[INFORMATION PROVIDED Boundary: Start]

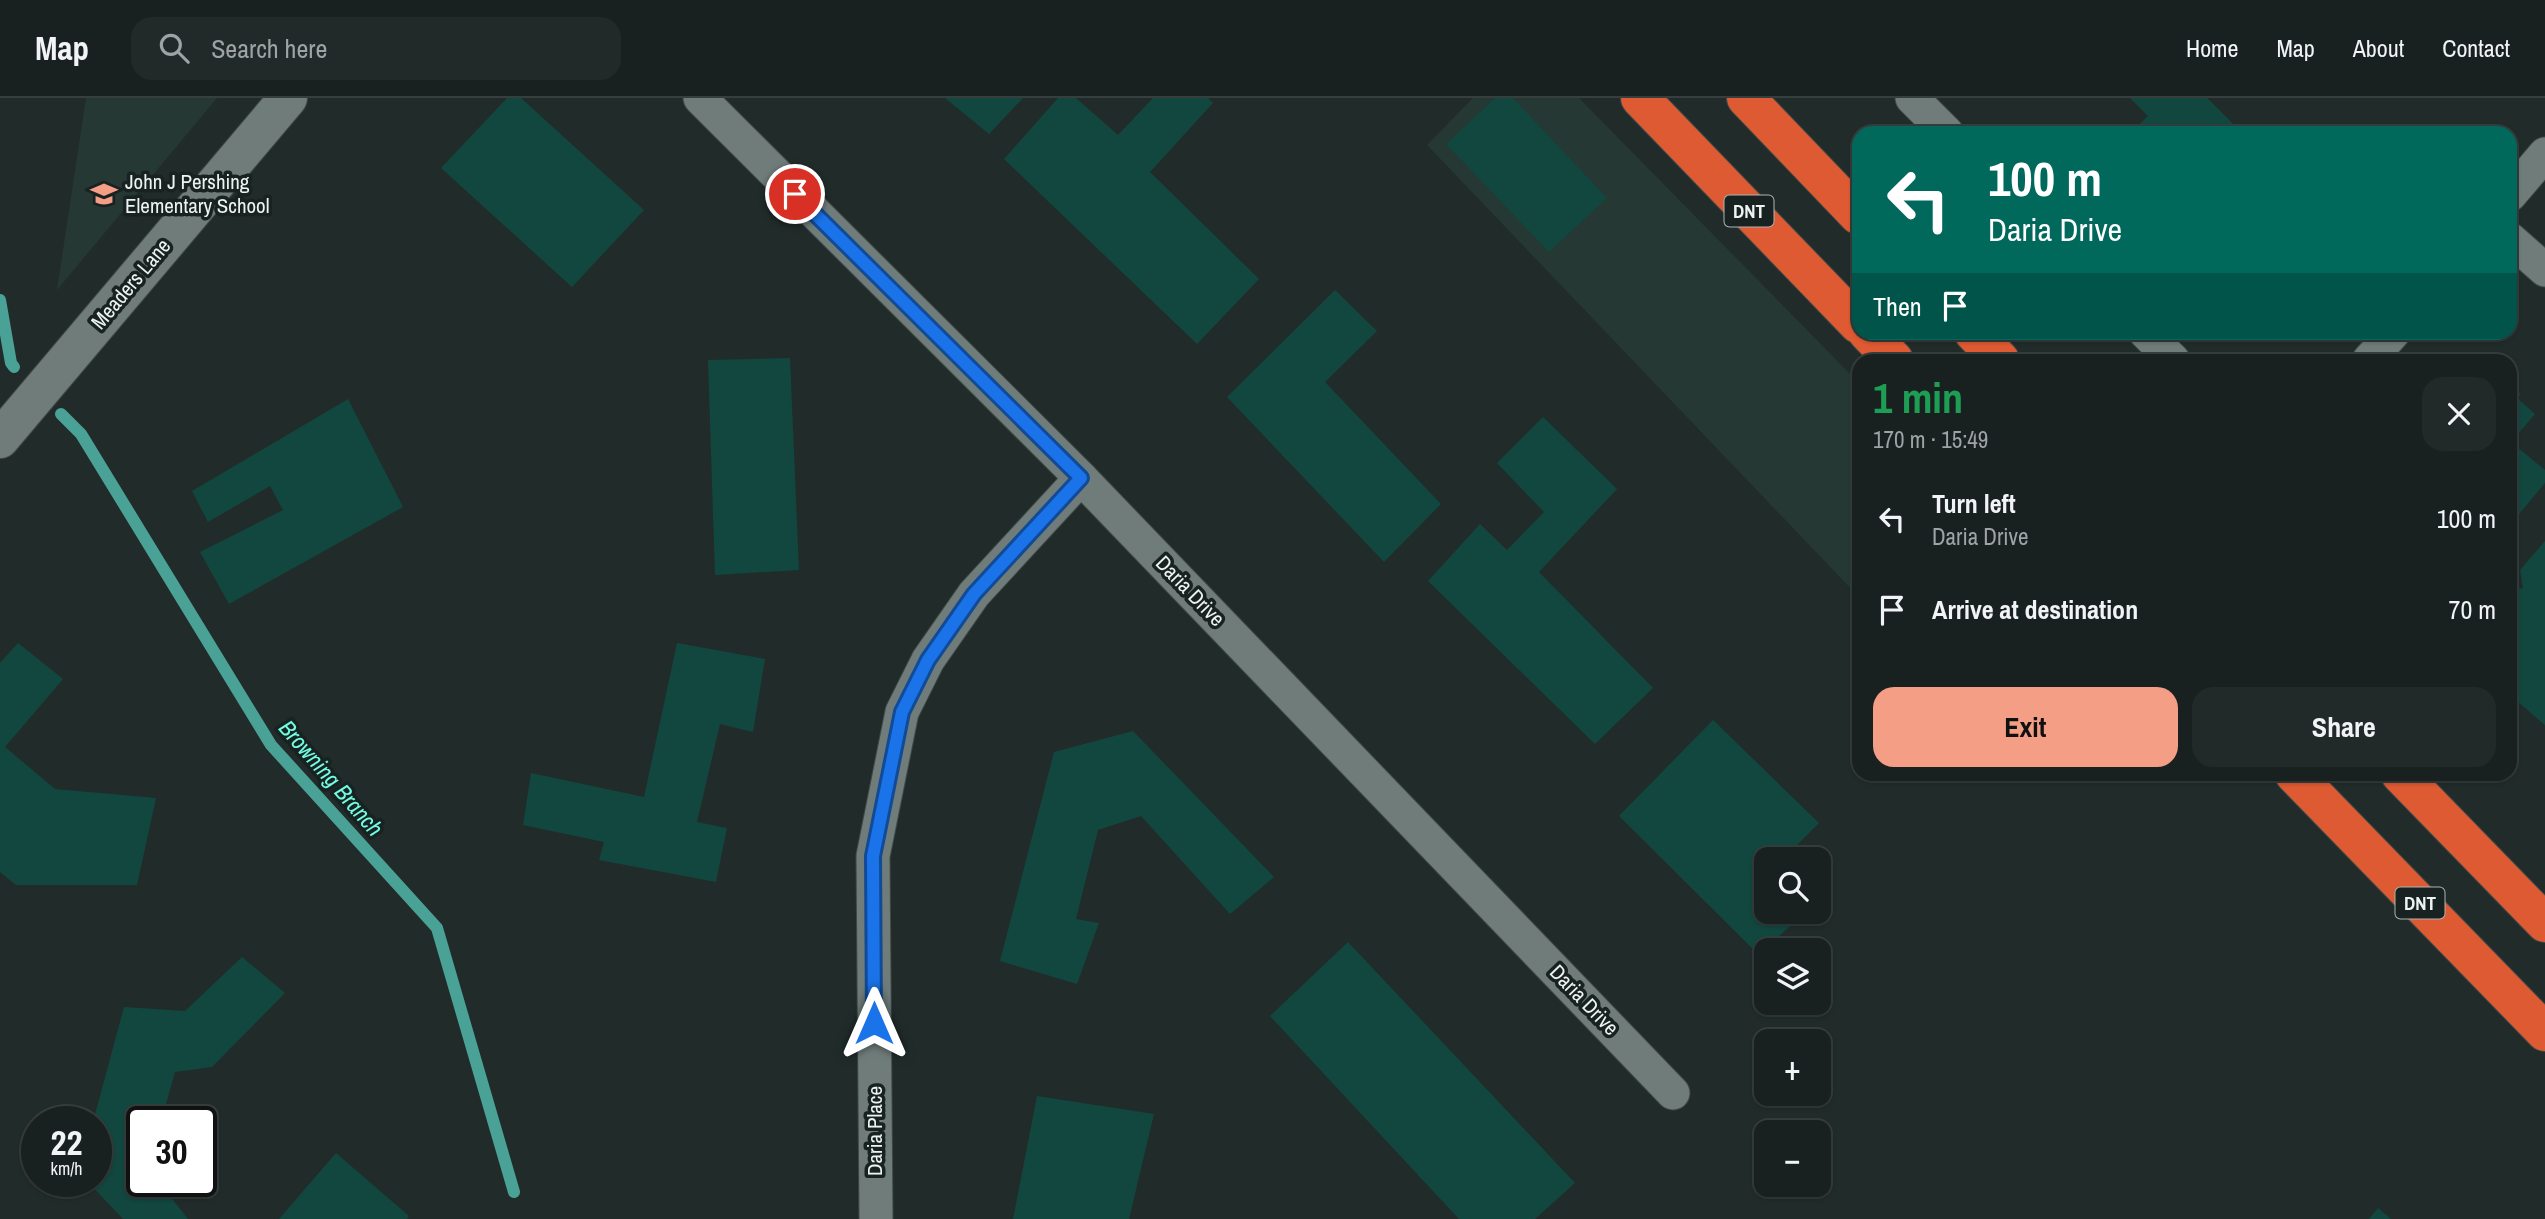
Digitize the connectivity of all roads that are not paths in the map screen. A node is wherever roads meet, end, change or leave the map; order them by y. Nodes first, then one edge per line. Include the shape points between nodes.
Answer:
1 (288, 98) edge
2 (700, 98) edge
3 (1640, 98) edge
4 (1746, 98) edge
5 (1912, 98) edge
6 (1940, 126) edge
7 (2545, 154) edge
8 (2517, 187) edge
9 (1852, 209) edge
10 (2517, 245) edge
11 (2545, 271) edge
12 (1852, 318) edge
13 (1875, 340) edge
14 (1981, 340) edge
15 (2154, 340) edge
16 (2387, 340) edge
17 (1888, 354) edge
18 (1994, 354) edge
19 (2167, 354) edge
20 (2374, 354) edge
21 (0, 439) edge
22 (1081, 478) junction
23 (2301, 781) edge
24 (2407, 781) edge
25 (2545, 923) edge
26 (2545, 1032) edge
27 (1673, 1093) dead end
28 (876, 1219) edge

1 - 21 street, Meaders Lane
2 - 22 street, Daria Drive
3 - 12 highway, DNT
4 - 9 highway
5 - 6 street
7 - 8 street
10 - 11 street
13 - 17 highway
14 - 18 highway
15 - 19 street
16 - 20 street
22 - 27 street, Daria Drive
22 - 28 street, Daria Place via 974,594 928,660 902,712 873,856
23 - 26 highway, DNT
24 - 25 highway

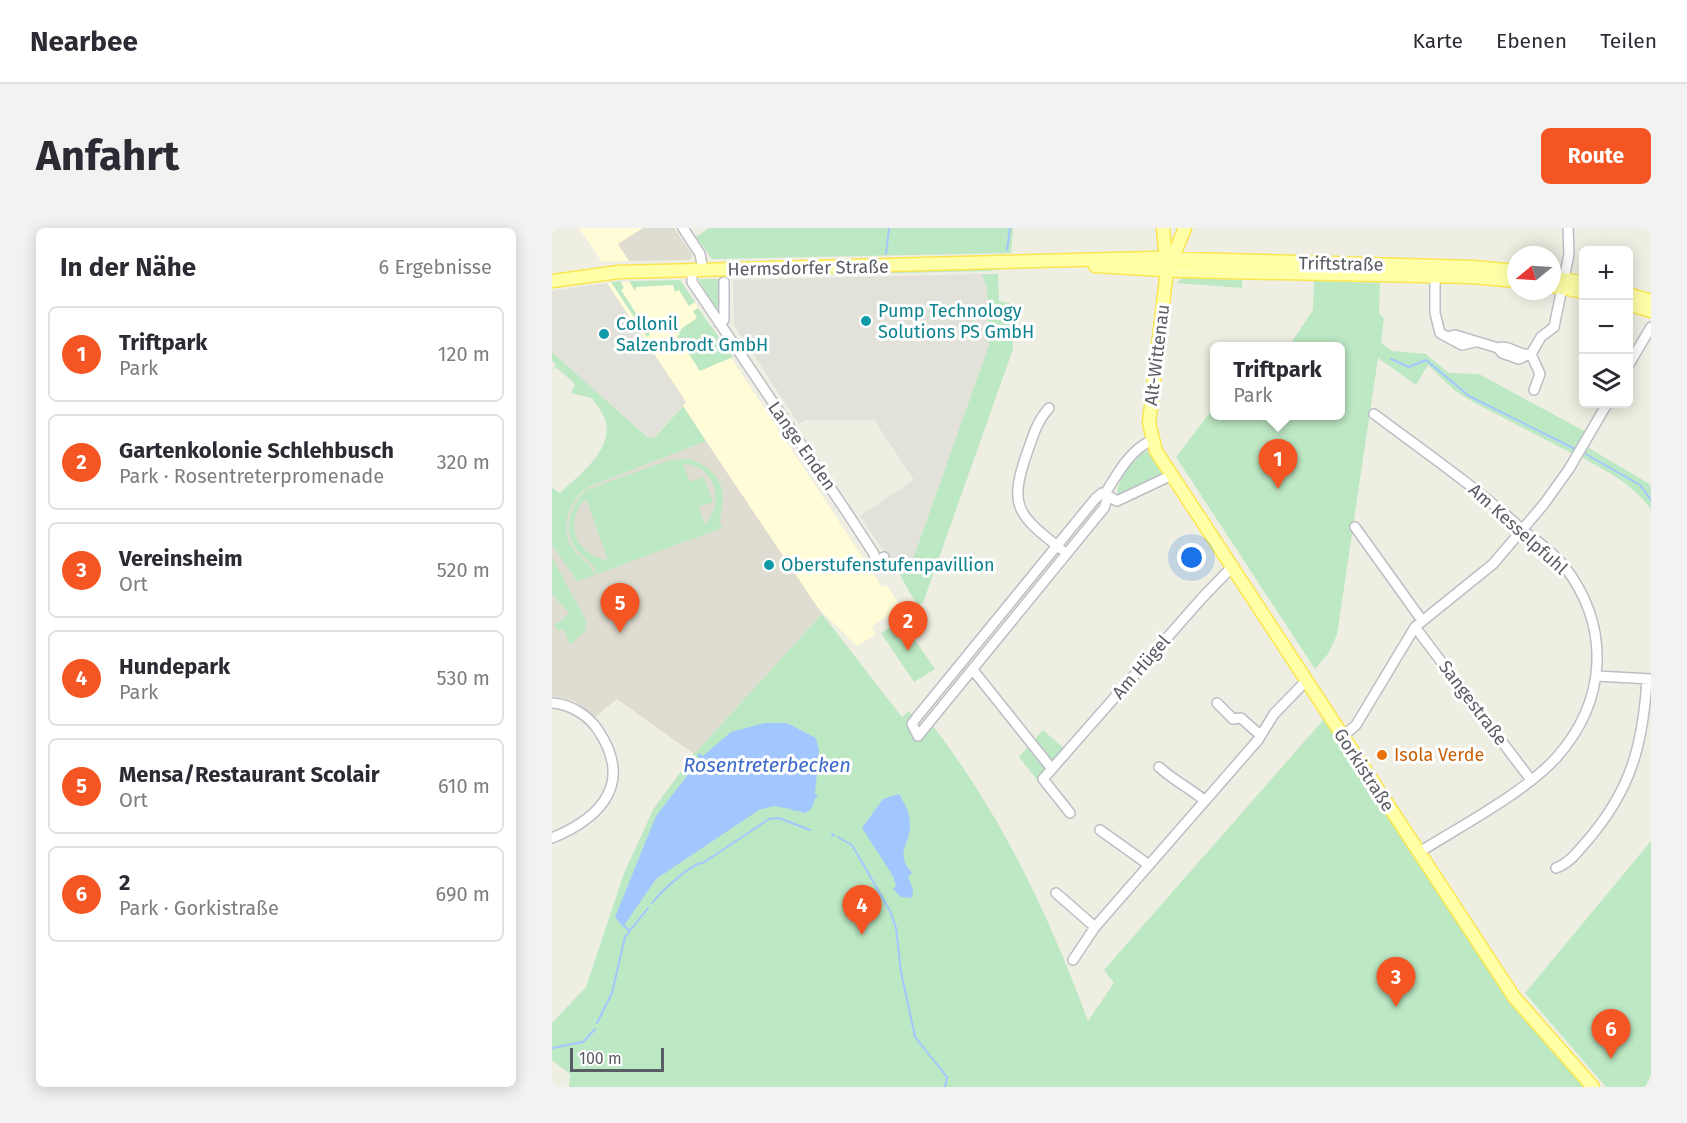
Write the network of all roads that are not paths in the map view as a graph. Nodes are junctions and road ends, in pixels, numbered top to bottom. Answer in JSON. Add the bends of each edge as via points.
{"nodes":[{"id":1,"x":683,"y":228,"type":"edge"},
{"id":2,"x":1568,"y":228,"type":"edge"},
{"id":3,"x":1164,"y":232,"type":"edge"},
{"id":4,"x":1183,"y":234,"type":"edge"},
{"id":5,"x":1252,"y":260,"type":"junction"},
{"id":6,"x":1169,"y":262,"type":"junction"},
{"id":7,"x":1307,"y":269,"type":"junction"},
{"id":8,"x":698,"y":270,"type":"junction"},
{"id":9,"x":1507,"y":270,"type":"edge"},
{"id":10,"x":1251,"y":273,"type":"junction"},
{"id":11,"x":1435,"y":277,"type":"junction"},
{"id":12,"x":552,"y":281,"type":"edge"},
{"id":13,"x":1507,"y":281,"type":"edge"},
{"id":14,"x":724,"y":282,"type":"dead end"},
{"id":15,"x":1579,"y":283,"type":"edge"},
{"id":16,"x":1561,"y":284,"type":"edge"},
{"id":17,"x":1579,"y":290,"type":"edge"},
{"id":18,"x":1633,"y":295,"type":"edge"},
{"id":19,"x":1558,"y":300,"type":"edge"},
{"id":20,"x":1651,"y":301,"type":"edge"},
{"id":21,"x":1633,"y":305,"type":"edge"},
{"id":22,"x":1651,"y":311,"type":"edge"},
{"id":23,"x":719,"y":323,"type":"junction"},
{"id":24,"x":1651,"y":327,"type":"edge"},
{"id":25,"x":1529,"y":354,"type":"junction"},
{"id":26,"x":1633,"y":359,"type":"edge"},
{"id":27,"x":1534,"y":390,"type":"dead end"},
{"id":28,"x":1050,"y":408,"type":"dead end"},
{"id":29,"x":1605,"y":408,"type":"edge"},
{"id":30,"x":1374,"y":414,"type":"dead end"},
{"id":31,"x":1152,"y":440,"type":"junction"},
{"id":32,"x":1172,"y":475,"type":"junction"},
{"id":33,"x":1107,"y":496,"type":"junction"},
{"id":34,"x":1355,"y":528,"type":"dead end"},
{"id":35,"x":1523,"y":529,"type":"junction"},
{"id":36,"x":1057,"y":546,"type":"junction"},
{"id":37,"x":1067,"y":554,"type":"junction"},
{"id":38,"x":884,"y":556,"type":"dead end"},
{"id":39,"x":1232,"y":567,"type":"junction"},
{"id":40,"x":1418,"y":623,"type":"junction"},
{"id":41,"x":969,"y":654,"type":"junction"},
{"id":42,"x":976,"y":666,"type":"junction"},
{"id":43,"x":1598,"y":676,"type":"junction"},
{"id":44,"x":1649,"y":679,"type":"edge"},
{"id":45,"x":1306,"y":681,"type":"junction"},
{"id":46,"x":552,"y":703,"type":"edge"},
{"id":47,"x":1217,"y":704,"type":"dead end"},
{"id":48,"x":1260,"y":735,"type":"junction"},
{"id":49,"x":1342,"y":737,"type":"junction"},
{"id":50,"x":1159,"y":767,"type":"dead end"},
{"id":51,"x":1052,"y":769,"type":"junction"},
{"id":52,"x":1531,"y":780,"type":"junction"},
{"id":53,"x":1205,"y":801,"type":"junction"},
{"id":54,"x":1070,"y":813,"type":"dead end"},
{"id":55,"x":1100,"y":830,"type":"dead end"},
{"id":56,"x":552,"y":838,"type":"edge"},
{"id":57,"x":1418,"y":854,"type":"junction"},
{"id":58,"x":1149,"y":865,"type":"junction"},
{"id":59,"x":1556,"y":868,"type":"dead end"},
{"id":60,"x":1056,"y":893,"type":"dead end"},
{"id":61,"x":1095,"y":927,"type":"junction"},
{"id":62,"x":1073,"y":960,"type":"dead end"},
{"id":63,"x":1593,"y":1087,"type":"edge"}],
"edges":[{"from":1,"to":8,"type":"street","name":"Lange Enden","via":[[700,254]]},
{"from":2,"to":16,"type":"street","via":[[1569,254]]},
{"from":3,"to":4,"type":"main road"},
{"from":3,"to":6,"type":"main road","name":"Alt-Wittenau"},
{"from":4,"to":6,"type":"main road","name":"Alt-Wittenau"},
{"from":5,"to":6,"type":"main road","name":"Triftstraße"},
{"from":5,"to":7,"type":"main road","name":"Triftstraße"},
{"from":5,"to":10,"type":"main road"},
{"from":6,"to":8,"type":"main road","name":"Hermsdorfer Straße","via":[[1121,269],[1065,262]]},
{"from":6,"to":10,"type":"main road","name":"Triftstraße"},
{"from":6,"to":31,"type":"main road","name":"Alt-Wittenau","via":[[1149,423]]},
{"from":7,"to":9,"type":"main road","name":"Triftstraße"},
{"from":7,"to":10,"type":"main road","name":"Triftstraße"},
{"from":7,"to":11,"type":"main road","name":"Triftstraße"},
{"from":8,"to":12,"type":"main road","name":"Hermsdorfer Straße","via":[[601,273]]},
{"from":8,"to":23,"type":"street","name":"Lange Enden","via":[[692,282]]},
{"from":11,"to":13,"type":"main road","name":"Triftstraße"},
{"from":11,"to":25,"type":"street","via":[[1435,313],[1440,333]]},
{"from":14,"to":23,"type":"street","via":[[724,320]]},
{"from":15,"to":16,"type":"main road"},
{"from":16,"to":17,"type":"main road"},
{"from":18,"to":20,"type":"main road"},
{"from":19,"to":25,"type":"street","via":[[1554,327]]},
{"from":21,"to":22,"type":"main road"},
{"from":23,"to":38,"type":"street","name":"Lange Enden","via":[[874,554],[875,563]]},
{"from":24,"to":26,"type":"street"},
{"from":25,"to":27,"type":"street","via":[[1540,374]]},
{"from":28,"to":36,"type":"street","via":[[1039,420],[1016,490],[1018,505],[1027,520]]},
{"from":29,"to":35,"type":"street","via":[[1569,469]]},
{"from":30,"to":35,"type":"street","name":"Am Kesselpfuhl"},
{"from":31,"to":32,"type":"main road","name":"Gorkistraße"},
{"from":31,"to":33,"type":"street","via":[[1140,446],[1116,476]]},
{"from":32,"to":33,"type":"street","via":[[1117,501]]},
{"from":32,"to":39,"type":"main road","name":"Gorkistraße"},
{"from":33,"to":36,"type":"street","via":[[1102,493]]},
{"from":33,"to":37,"type":"street","via":[[1104,508]]},
{"from":34,"to":40,"type":"street","name":"Sangestraße"},
{"from":35,"to":40,"type":"street","via":[[1485,571]]},
{"from":35,"to":43,"type":"street","name":"Am Kesselpfuhl","via":[[1560,562],[1580,594],[1594,633]]},
{"from":36,"to":37,"type":"street"},
{"from":36,"to":41,"type":"street"},
{"from":37,"to":42,"type":"street"},
{"from":39,"to":45,"type":"main road","name":"Gorkistraße"},
{"from":39,"to":51,"type":"street","name":"Am Hügel"},
{"from":40,"to":49,"type":"street","via":[[1356,725]]},
{"from":40,"to":52,"type":"street","name":"Sangestraße"},
{"from":41,"to":42,"type":"street"},
{"from":41,"to":42,"type":"street","via":[[912,724],[918,736]]},
{"from":42,"to":51,"type":"street"},
{"from":43,"to":44,"type":"street"},
{"from":43,"to":52,"type":"street","name":"Am Kesselpfuhl","via":[[1573,735],[1556,758]]},
{"from":44,"to":59,"type":"street","via":[[1641,742],[1626,785],[1597,829],[1566,864]]},
{"from":45,"to":48,"type":"street"},
{"from":45,"to":49,"type":"main road","name":"Gorkistraße"},
{"from":46,"to":56,"type":"street","via":[[577,711],[594,724],[611,753],[615,773],[610,792],[595,812],[578,827]]},
{"from":47,"to":48,"type":"street"},
{"from":48,"to":53,"type":"street"},
{"from":49,"to":57,"type":"main road","name":"Gorkistraße"},
{"from":50,"to":53,"type":"street"},
{"from":51,"to":54,"type":"street","via":[[1043,779]]},
{"from":52,"to":57,"type":"street","name":"Am Kesselpfuhl"},
{"from":53,"to":58,"type":"street"},
{"from":55,"to":58,"type":"street"},
{"from":57,"to":63,"type":"main road","name":"Gorkistraße","via":[[1514,997]]},
{"from":58,"to":61,"type":"street"},
{"from":60,"to":61,"type":"street"},
{"from":61,"to":62,"type":"street"}]}
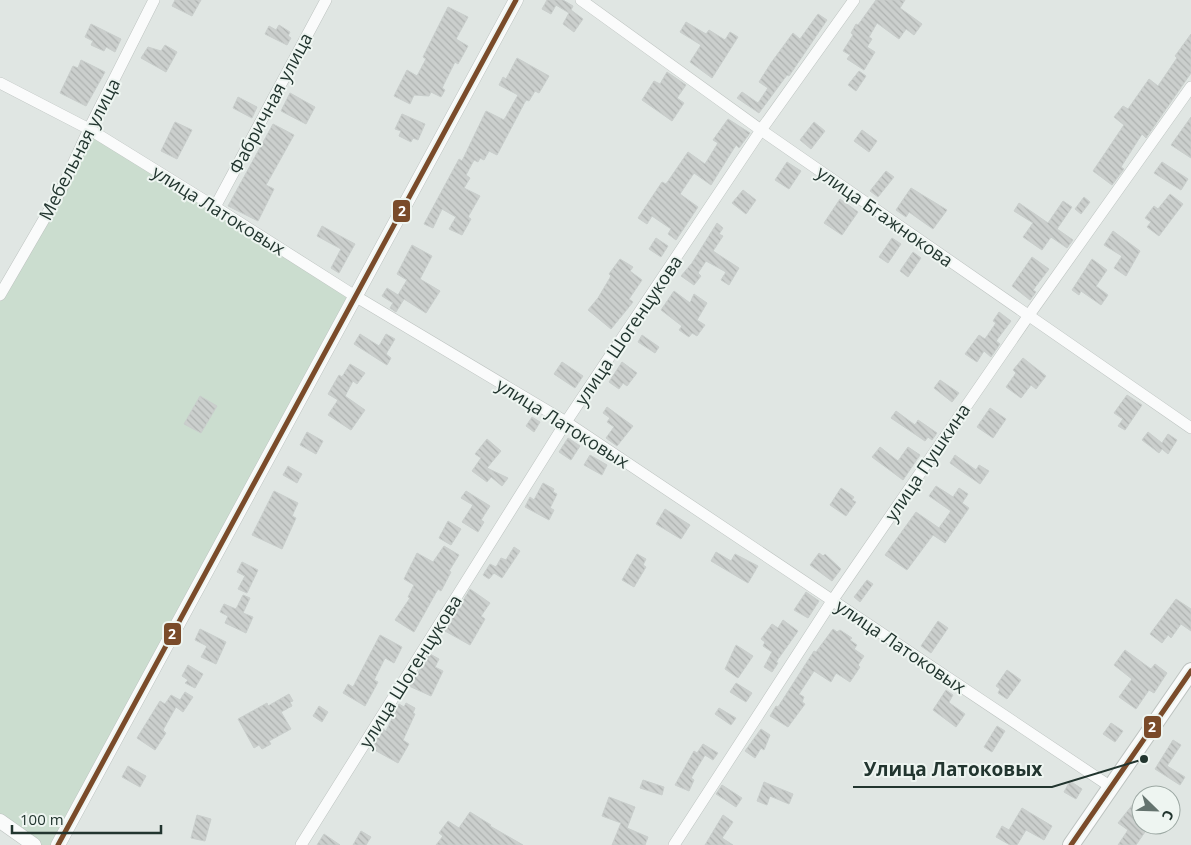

[INFORMATION PROVIDED Boundary: End]

→ PROBLEM TO WORK ON
The answer should consist only of the number of lines above in which "Drive" appears.

→ WRITTEN SOLUTION
2